Here is my reaction to each:

: Votives in Suspension is the one I like best. And that surprises me. In photos, it looks cluttered. In the model, it looks elegant. It provides a space for contemplation — sanctuaries, they’re called — that are beautiful and quiet. The open space with the hanging lights, the votives, is a canvas on which to place your own memories and thoughts. It is dramatic … inventive … unique … appropriate. The top-level view of the site is clean and, in fact, uncluttered and does an excellent job of marking the edges of both the site and the footprints of the towers. Except for John F. Kennedy’s eternal flame, I cannot think of prominent memorials that will depend on ongoing fuel and that is new; here is a memorial that must be kept up; it cannot just sit in the weather like a slab of granite. And that is good; this memory must be tended. Among these finalists, this is my choice.
: Dual Memory has one element I like: Large photos of some of the heroes and innocents who died there. That is what I so wanted to see in this memorial: Memory of the people who lost their lives as more than names in stone; I want to see the people just as we saw them on the streetcorners of New York and then in the pages of The Times. I want a human memorial. Other than that, this proposal is confused, trying to create many elements, each with symbolism that will be clearer to its creators than to its visitors. The inside space is warm and of the right scale; the outside space is a bit of a mess, trying to do too much. It need not give us dual memory. A single vision of memory would be sufficient and appropriate.
: Suspending Memory shocked and almost offended me. The small columns that rise up look too much like tombstones to me: a cemetery is the last thing we need here. But it is worse: Each of them is of the shape of a World Trade Center tower. So the tombstones mimic the tombs in which these people died. Yet worse, as I examined one of the columns, I saw lines that are meant to give us the name and age of the victim but these lines looked like too many of the newspaper graphics that marked the floors of the dead. All this imagery of the towers themselves seems — quite unintentionally — disturbing, cold, almost tasteless.
: Lower Waters looks like nothing so much as a Frank Lloyd Wright outtake. Its spaces are terribly chilling and inhuman. It is confusing, lacking any coherent vision and message that I can see.
: Passages of Light is, at first, a dramatic concept: light above and below, coming through thousands of white tubes. In two dimensions, it looks appealing. In three dimensions, it looks like a 1962 bank headquarters gone mad — or the perhaps instead the set of the next Star Wars movie. It shows off. It is a case of the designer trying to outshine the memorial and the message and those memorialized.
: Garden of Lights is gimicky and, like most of the others, tries to throw together too many ideas: more tubes of light, more columns sticking up, cold spaces, a walk with names and roses almost as an afterthought. It appears to have been conceived by committee.
: Reflecting Absence is built around water and I’m sorry to say this, but it reminds me of an aquarium. And the ground-level view of tile looks like a bathtub in the bathtub.
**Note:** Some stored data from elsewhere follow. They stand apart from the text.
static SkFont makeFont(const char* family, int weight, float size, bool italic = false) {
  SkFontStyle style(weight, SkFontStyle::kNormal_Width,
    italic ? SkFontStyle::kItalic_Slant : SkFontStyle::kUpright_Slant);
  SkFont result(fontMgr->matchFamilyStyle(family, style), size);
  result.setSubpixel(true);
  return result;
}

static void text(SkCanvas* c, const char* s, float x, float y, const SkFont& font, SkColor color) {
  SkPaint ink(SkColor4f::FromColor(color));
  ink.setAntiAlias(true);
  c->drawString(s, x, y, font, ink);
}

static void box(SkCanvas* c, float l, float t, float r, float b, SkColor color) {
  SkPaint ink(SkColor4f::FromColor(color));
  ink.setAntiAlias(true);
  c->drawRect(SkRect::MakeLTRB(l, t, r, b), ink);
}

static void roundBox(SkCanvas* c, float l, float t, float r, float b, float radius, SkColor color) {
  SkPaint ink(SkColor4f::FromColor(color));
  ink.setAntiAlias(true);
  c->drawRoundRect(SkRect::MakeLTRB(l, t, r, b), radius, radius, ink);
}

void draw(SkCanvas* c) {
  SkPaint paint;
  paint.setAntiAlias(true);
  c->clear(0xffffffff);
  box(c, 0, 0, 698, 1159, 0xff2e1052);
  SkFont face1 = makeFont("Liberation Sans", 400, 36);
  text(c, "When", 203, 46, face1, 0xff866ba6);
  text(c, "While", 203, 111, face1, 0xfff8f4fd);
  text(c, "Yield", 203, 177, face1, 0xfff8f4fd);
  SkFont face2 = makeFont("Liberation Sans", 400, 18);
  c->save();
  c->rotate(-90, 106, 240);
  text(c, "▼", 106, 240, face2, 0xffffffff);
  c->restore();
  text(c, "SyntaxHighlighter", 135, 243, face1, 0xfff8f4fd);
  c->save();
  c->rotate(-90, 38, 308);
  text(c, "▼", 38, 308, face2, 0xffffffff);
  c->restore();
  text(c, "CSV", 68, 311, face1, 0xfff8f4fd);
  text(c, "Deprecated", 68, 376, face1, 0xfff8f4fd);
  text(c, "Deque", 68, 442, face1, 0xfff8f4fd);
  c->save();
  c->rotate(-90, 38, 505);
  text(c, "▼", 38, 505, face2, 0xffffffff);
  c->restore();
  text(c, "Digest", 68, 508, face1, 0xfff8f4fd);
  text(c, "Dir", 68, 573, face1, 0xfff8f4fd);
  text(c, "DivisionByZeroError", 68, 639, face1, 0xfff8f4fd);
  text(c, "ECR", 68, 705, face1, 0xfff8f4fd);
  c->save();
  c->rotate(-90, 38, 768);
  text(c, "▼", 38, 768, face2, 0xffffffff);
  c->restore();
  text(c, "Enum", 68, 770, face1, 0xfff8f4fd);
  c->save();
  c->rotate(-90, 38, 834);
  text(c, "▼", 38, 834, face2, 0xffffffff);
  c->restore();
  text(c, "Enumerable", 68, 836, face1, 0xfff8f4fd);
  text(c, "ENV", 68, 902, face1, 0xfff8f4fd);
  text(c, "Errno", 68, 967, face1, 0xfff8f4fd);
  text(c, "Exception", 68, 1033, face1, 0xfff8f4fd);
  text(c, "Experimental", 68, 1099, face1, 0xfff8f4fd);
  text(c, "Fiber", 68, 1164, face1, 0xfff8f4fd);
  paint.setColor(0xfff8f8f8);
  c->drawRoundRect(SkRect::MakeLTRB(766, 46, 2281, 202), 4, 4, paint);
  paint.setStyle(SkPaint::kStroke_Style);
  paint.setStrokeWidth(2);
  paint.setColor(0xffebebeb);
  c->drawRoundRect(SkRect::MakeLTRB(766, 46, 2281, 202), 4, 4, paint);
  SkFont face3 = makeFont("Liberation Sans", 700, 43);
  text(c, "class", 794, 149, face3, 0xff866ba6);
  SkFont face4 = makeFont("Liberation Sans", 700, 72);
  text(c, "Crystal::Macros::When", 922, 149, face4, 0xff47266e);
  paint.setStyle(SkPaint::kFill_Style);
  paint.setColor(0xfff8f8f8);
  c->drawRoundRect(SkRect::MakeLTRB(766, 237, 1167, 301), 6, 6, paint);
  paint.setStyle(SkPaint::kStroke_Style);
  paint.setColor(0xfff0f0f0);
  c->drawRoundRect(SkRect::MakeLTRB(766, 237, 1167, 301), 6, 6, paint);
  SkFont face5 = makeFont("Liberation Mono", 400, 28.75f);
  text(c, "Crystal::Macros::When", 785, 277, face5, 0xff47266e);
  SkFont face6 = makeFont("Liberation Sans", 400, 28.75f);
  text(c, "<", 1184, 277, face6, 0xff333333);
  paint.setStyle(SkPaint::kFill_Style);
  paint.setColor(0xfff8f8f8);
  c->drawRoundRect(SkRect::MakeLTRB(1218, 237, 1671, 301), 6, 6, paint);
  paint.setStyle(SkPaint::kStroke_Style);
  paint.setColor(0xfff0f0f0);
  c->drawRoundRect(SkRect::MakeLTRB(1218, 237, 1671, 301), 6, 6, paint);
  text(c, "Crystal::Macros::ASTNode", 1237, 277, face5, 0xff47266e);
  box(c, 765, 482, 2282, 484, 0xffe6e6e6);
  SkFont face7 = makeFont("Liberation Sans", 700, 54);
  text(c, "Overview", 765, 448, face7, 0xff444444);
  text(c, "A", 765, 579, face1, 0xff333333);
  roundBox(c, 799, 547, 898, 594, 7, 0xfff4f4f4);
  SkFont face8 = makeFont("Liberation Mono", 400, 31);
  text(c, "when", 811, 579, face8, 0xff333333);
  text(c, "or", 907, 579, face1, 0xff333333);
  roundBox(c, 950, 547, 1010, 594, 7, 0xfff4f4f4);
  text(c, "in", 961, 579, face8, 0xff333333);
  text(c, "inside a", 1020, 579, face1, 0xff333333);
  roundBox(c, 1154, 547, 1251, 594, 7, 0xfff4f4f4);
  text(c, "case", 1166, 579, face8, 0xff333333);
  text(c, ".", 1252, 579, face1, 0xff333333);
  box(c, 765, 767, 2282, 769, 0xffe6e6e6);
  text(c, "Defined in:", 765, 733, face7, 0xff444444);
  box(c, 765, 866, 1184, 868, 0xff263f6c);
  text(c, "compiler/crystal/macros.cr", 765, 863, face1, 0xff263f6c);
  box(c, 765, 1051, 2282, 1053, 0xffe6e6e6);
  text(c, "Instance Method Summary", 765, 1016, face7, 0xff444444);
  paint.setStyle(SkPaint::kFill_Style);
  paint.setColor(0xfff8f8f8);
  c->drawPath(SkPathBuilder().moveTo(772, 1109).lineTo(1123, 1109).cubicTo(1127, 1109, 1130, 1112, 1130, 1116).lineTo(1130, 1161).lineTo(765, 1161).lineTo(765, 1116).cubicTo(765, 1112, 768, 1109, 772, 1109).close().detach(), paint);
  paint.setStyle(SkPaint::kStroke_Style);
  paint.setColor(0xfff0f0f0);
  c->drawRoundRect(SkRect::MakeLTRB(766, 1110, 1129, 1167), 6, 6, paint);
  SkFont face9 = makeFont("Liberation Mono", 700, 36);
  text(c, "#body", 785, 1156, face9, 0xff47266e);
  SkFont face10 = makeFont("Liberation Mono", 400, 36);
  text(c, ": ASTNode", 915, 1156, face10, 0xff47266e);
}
The water in constant motion seems unsettling, as if there is never a moment of peace here.
: Inversion of Light is sleek but in a bad way — sleek like a modernistic airport. It, too, is busy. It, too, uses water, rushing by a wall of names. It, too, has cold and inhuman spaces.
They have the original boards from each entry hanging near the models and images. I can’t imagine how the judges saw what they saw in those posters. They are so very abstract and necessarily brief; they give snippets of a view rather than a vision. But these boards from the professionals did make me feel a bit better about my own clumsy and amateurish board; I probably expressed my idea as well as I could.
I was also struck by how architectural all these are. As I said yesterday, all the finalists are architects or designers who might as well be architects and that shows clearly in these boards: Architects selected architects, for they all speak a language they understand best. I’m not sure that language will speak to the hearts of the millions who will come to this space to find memory and comfort and pain and healing. They will find architecture.
Even the Votives of Light, as imaginative and beautiful as they are, may not be as sweeping and simple and clear — and eternal — as they should be.
I wonder whether we are rushing this project. As much as I want to see the space rebuilt — as happy as I am to see the PATH and its life and utility returning to the site — I do not want to see us hurry to lay down a vision from today that will not live into tomorrow. For our first duty is to remember. We must remember well.